When we first worked with Hearn back in 2023, the goal was to get him moving well, lifting heavy and add some mass to his frame. But thats 'adding mass' part is a long process. So I was delighted when we came to shoot Eddie again in 2026, after having not seen him for a good year, and noting that his arms, shoulders and neck appeared to have doubled in size.
Hearn has been working diligently (read: training like a mad dog) with coach Kai Peacock since his last cover. You can read the simple training rules Peacock has him living by here, but first, here's an insight into the exact full-body workouts Hearn has used to muscle up at 46.
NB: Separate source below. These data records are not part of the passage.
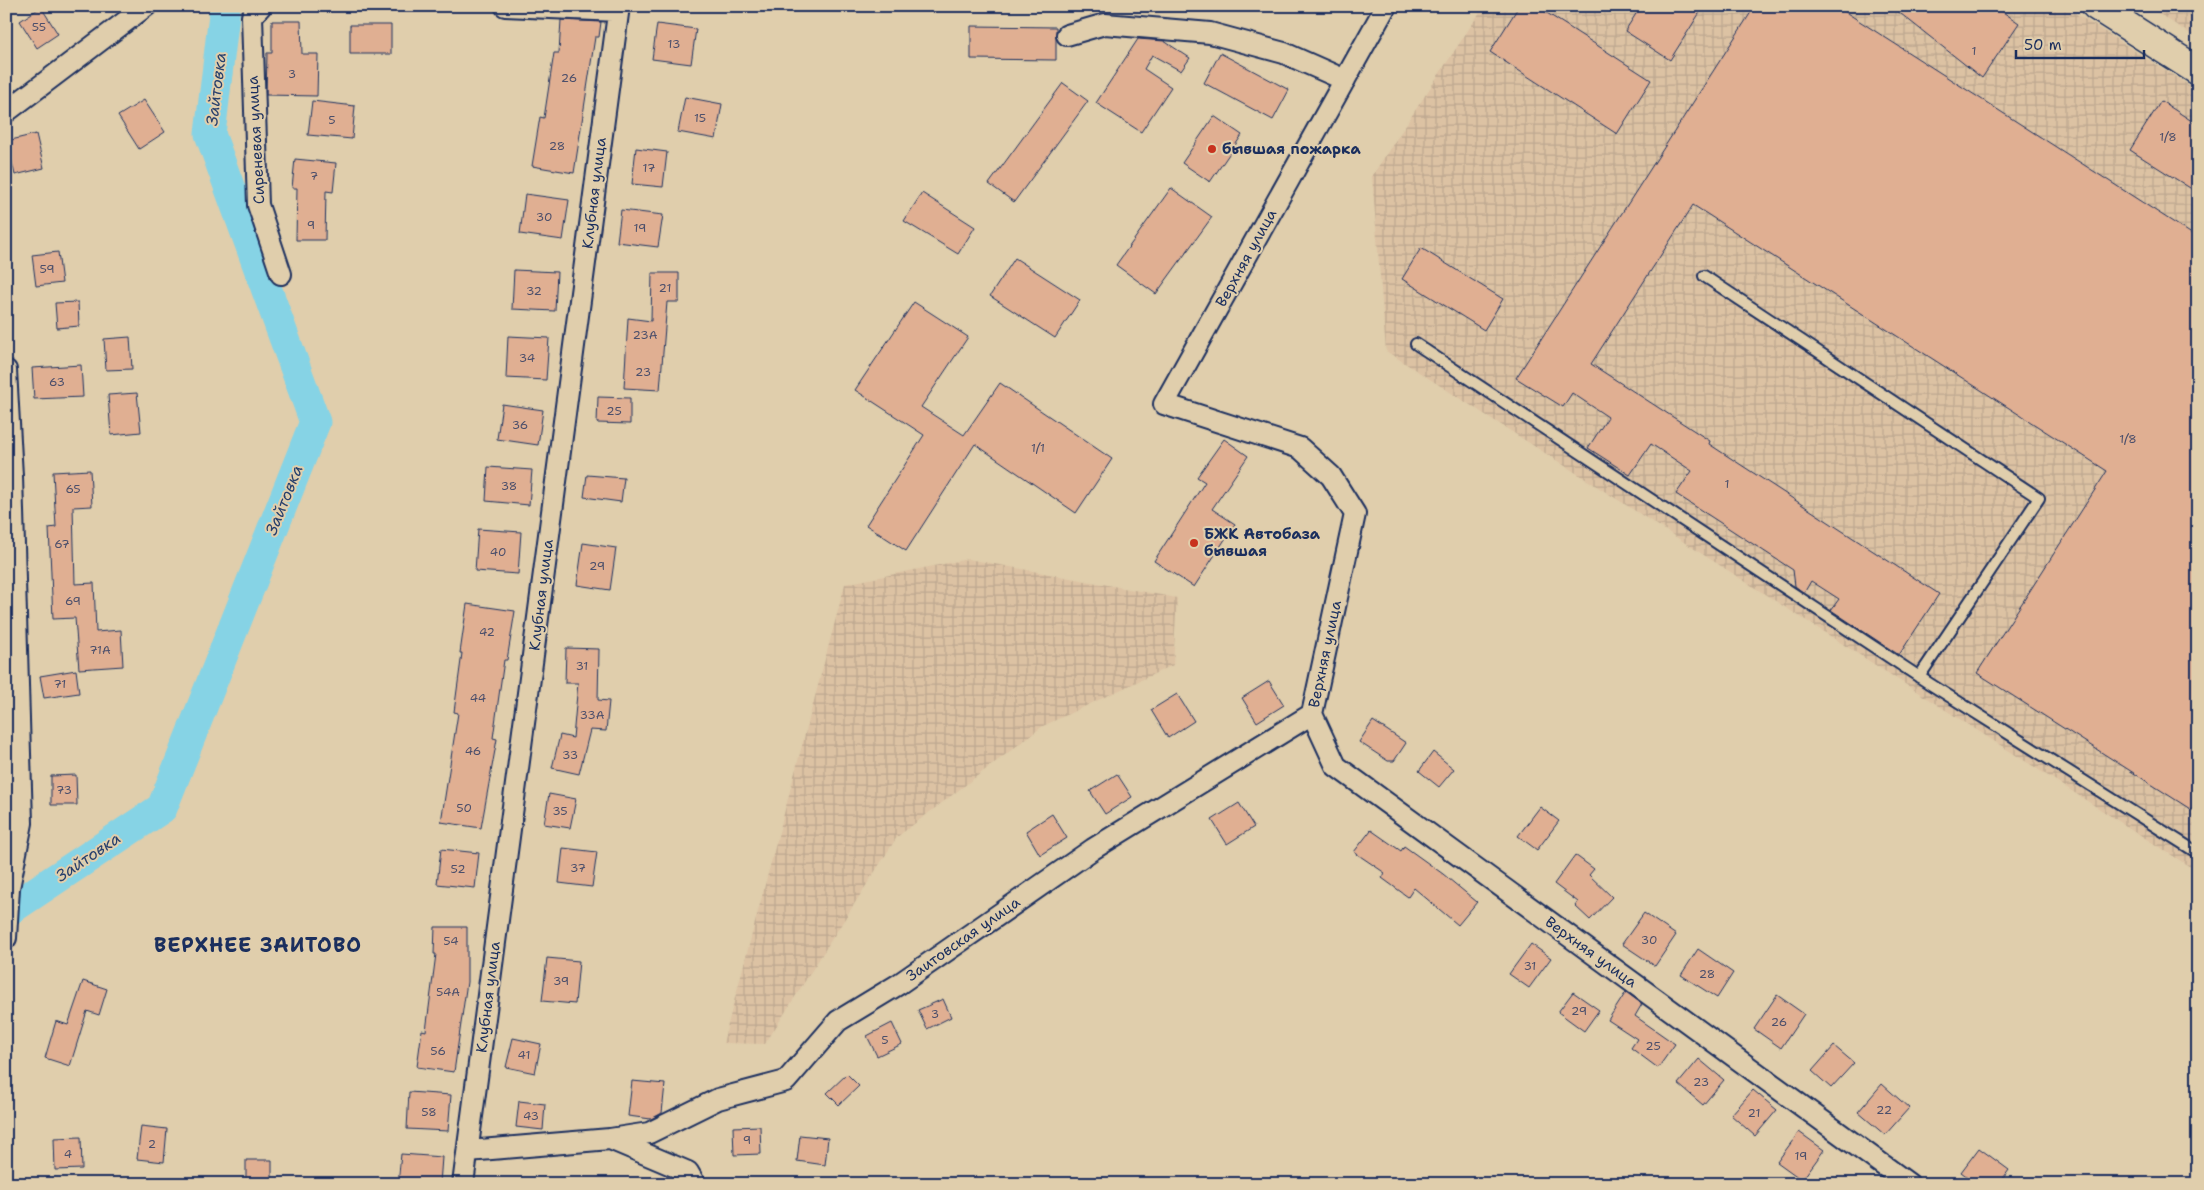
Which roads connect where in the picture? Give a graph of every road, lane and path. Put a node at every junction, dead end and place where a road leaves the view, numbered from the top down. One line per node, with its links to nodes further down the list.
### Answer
1 (146, 6): 10 (street)
2 (262, 6): 11 (street, Сиреневая улица)
3 (505, 6): 6 (street)
4 (1386, 6): 9 (street, Верхняя улица)
5 (2096, 6): 8 (main road)
6 (618, 9): 21 (street, Клубная улица)
7 (1067, 35): 9 (street)
8 (2198, 71)
9 (1345, 80): 16 (street, Верхняя улица)
10 (6, 112)
11 (281, 274)
12 (1704, 276): 15 (lane)
13 (1416, 344): 15 (lane)
14 (6, 370): 18 (street)
15 (1919, 677): 17 (lane)
16 (1312, 714): 20 (street, Заитовская улица); 24 (street, Верхняя улица)
17 (2198, 853)
18 (7, 930): 19 (street)
19 (6, 938)
20 (610, 1139): 21 (street, Заитовская улица); 23 (street, Заитовская улица)
21 (468, 1151): 22 (street, Клубная улица)
22 (464, 1184)
23 (694, 1184)
24 (1909, 1184)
Train like Eddie: Hearn’s PT, Kai Peacock, has created a plan exclusively for members of MH SQUAD. Existing members can access the training plan in full via the MH app.
The Workout
A. Incline Bench Press – 3 sets x 10 reps
B. Box Squat – 4 sets x 6 reps
C. Bench Press – 3 sets x 10-12 reps
What to read next
3 rounds of:
D1. Arnold Press x 10
D2. Seated Lateral Side Raise x 12
D3. Plank Head Tap x 20
3 rounds of:
E1. Dumbbell Step-Up x 8 (each leg)
E2. Chest Fly x 12
E3. Rope Tricep Extension x 8
Coach's Notes
- Warm up to working weights before all movements
- Rest 2-3 minutes between sets of A, B and C
- For giant sets, rest only briefly between movements and 2-3 minutes between rounds
- Use dumbbells or barbell for incline press, but track and repeat
- Use weights that push you close to failure on prescribed reps
- Track reps/weights
How to Do the Movements
Incline Bench Press
Lie back on an incline bench set to around 30-45 degrees, with your feet planted firmly on the floor. Grip the bar just wider than shoulder-width and lift it over your upper chest. Lower the bar under control to the top of your chest, keeping your elbows slightly tucked, then press it back up until your arms are fully extended.
Box Squat
Stand with your feet shoulder-width apart, toes slightly turned out, with a box or bench behind you. Push your hips back and lower under control until you lightly sit on the box. Pause briefly, then drive through your heels to stand back up, keeping your chest tall.
Bench Press
Lie flat on a bench with your feet planted on the floor and hands gripping the bar just wider than shoulder-width. Lower the bar under control to your chest, keeping your elbows at a slight angle. Press the bar back up explosively until your arms are fully extended.
Arnold Press
Sit or stand holding two dumbbells at shoulder height with palms facing you. As you press the weights overhead, rotate your palms to face forward. Reverse the motion on the way down, returning to the starting position under control.
Seated Lateral Side Raise
Sit upright holding a pair of dumbbells at your sides. Keeping a slight bend in your elbows, raise the weights out to the sides until they reach shoulder height. Lower slowly back to the start, maintaining control throughout.
Plank Head Tap
Start in a high plank with hands under your shoulders and body in a straight line. Keeping your hips stable, lift one hand to tap your forehead. Return it to the floor and repeat on the other side, resisting any rotation through your torso.
Dumbbell Step-Up
Hold a pair of dumbbells at your sides and place one foot on a bench or box. Drive through your front foot to step up, bringing your trailing leg up to meet it. Step back down under control and repeat on the same leg before switching sides.
Chest Fly
Lie on a bench holding two dumbbells above your chest with a slight bend in your elbows. Lower the weights out to the sides in a wide arc until you feel a stretch in your chest. Squeeze your pecs to bring the weights back together at the top.
Rope Tricep Extension
Attach a rope to a high pulley and grip it with both hands. Keeping your elbows pinned to your sides, push the rope down until your arms are fully extended, separating the ends at the bottom. Slowly return to the starting position, maintaining tension throughout.